You arent alone in the snow shovelling!

Stoimperando · 25/10/2022 14:11

slowquickstep · 25/10/2022 13:13

After you have given him hell be honest with yourself and tot up just how much time you spend on your phone everyday.

To be fair, I'm on my phone a lot because I'm breastfeeding and why not do something while I'm stuck of the sofa anyway.

Montague22 · 25/10/2022 14:12

Urgh I’ve been there.
The thing is no matter how hard you try it won’t be consistently clean and tidy when you have small children. Unless you are someone who has a relative to watch them whilst you do ‘jobs’.

I think until you have done a good couple weeks alone with small children you have no idea. You can do the odd day and think it’s easy.

I would be tempted to do the opposite of what he wants, but if the messiness is getting you down too it might be worth thinking of some ways forward. I actually used to get pissed off about the digs cause when you are in the house the mess actually has more of an impact on you anyway.
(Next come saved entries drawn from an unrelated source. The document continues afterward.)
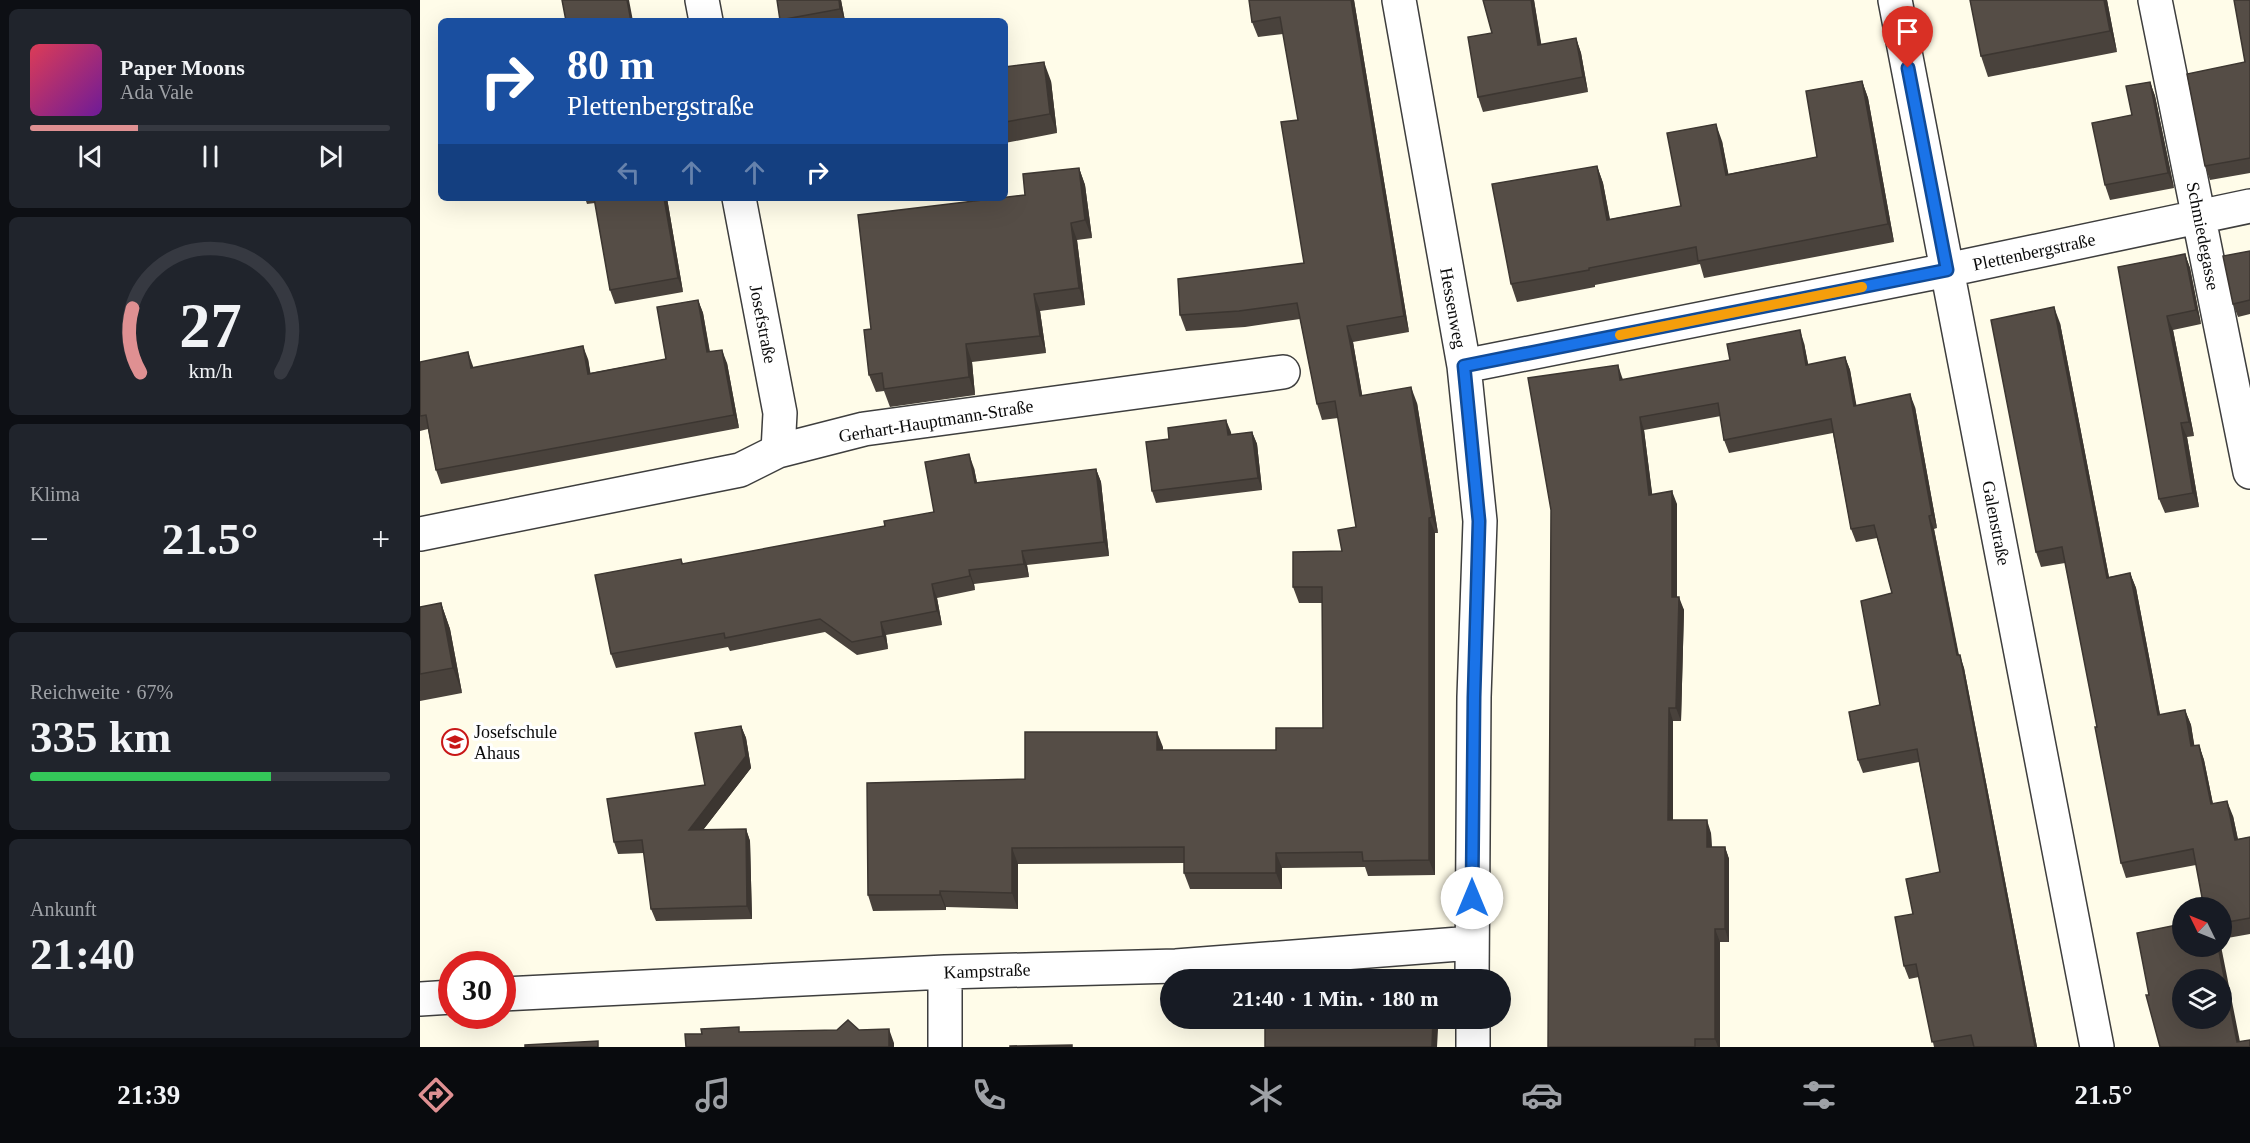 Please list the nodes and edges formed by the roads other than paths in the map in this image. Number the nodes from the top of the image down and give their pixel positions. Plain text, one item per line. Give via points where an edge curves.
1 (702, 0) edge
2 (1399, 0) edge
3 (1895, 0) edge
4 (2155, 0) edge
5 (705, 18) edge
6 (740, 201) edge
7 (2250, 206) edge
8 (2199, 217) junction
9 (1947, 270) junction
10 (1464, 366) junction
11 (1283, 372) dead end
12 (778, 450) junction
13 (2250, 472) edge
14 (420, 534) edge
15 (1472, 943) junction
16 (1472, 969) edge
17 (945, 972) junction
18 (516, 993) edge
19 (438, 998) edge
20 (420, 999) edge
21 (1473, 1029) edge
22 (945, 1047) edge
23 (1473, 1047) edge
24 (2097, 1047) edge

1 - 5 street
2 - 10 street, Hessenweg
3 - 9 street, Galenstraße
4 - 8 street, Schmiedegasse
6 - 12 street, Josefstraße via 780,413
7 - 8 street, Plettenbergstraße
8 - 9 street, Plettenbergstraße
8 - 13 street, Schmiedegasse
9 - 10 street, Plettenbergstraße
9 - 24 street, Galenstraße
10 - 15 street, Hessenweg via 1479,521
11 - 12 street, Gerhart-Hauptmann-Straße via 864,429
12 - 14 street, Gerhart-Hauptmann-Straße via 740,470
15 - 16 street, Hessenweg
15 - 17 street, Kampstraße via 1176,966
17 - 18 street, Kampstraße
17 - 22 street
19 - 20 street
21 - 23 street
I would look at TOMM but do the 30 min when he is at home. I’d also do some at the weekend. Insist this is child free time for you. But I’d be doing this for you not him.

Feetupteashot · 25/10/2022 14:17

You both need to sit down and agree priorities. Read with kids / clean home/ home cooked food.

Then agree who is going to do what in a fair manner.

Or outsource childcare and cleaning and get a full time job

ThreeblackCats · 25/10/2022 14:18

Welcome to life as a parent.
parenting is hard!

IneedcoffeeinanIV · 25/10/2022 14:20

I am in exactly the same boat. Me and my 6 year old spent the full day tidying yesterday (promise it wasn't child slave labour, she wanted to help) and today it looks like several hurricanes have been drifted through the entire house. As for your DH, that comment would have absolutely riled me

notanothertakeaway · 25/10/2022 14:31

OH always critical of what hasn’t been done or the standard to which it’s been done. He says things like “did your mother teach you nothing about keeping a home? This is your ONLY job” That's outrageous

I think the SAHM model only works if the WOHP respects the SAHM. Otherwise, probably best for both parties to be working

Anonymous177 · 25/10/2022 14:38

You need to stamp on his bullying every time. ‘That’s not exactly constructive’.‘There’s gratitude’
Leave aside the argument over housework if you can and start by trying to get him to do more with the children.
Go back to work as soon as you can. You may at least get some appreciation there.
If your husband doesn’t improve, see a solicitor.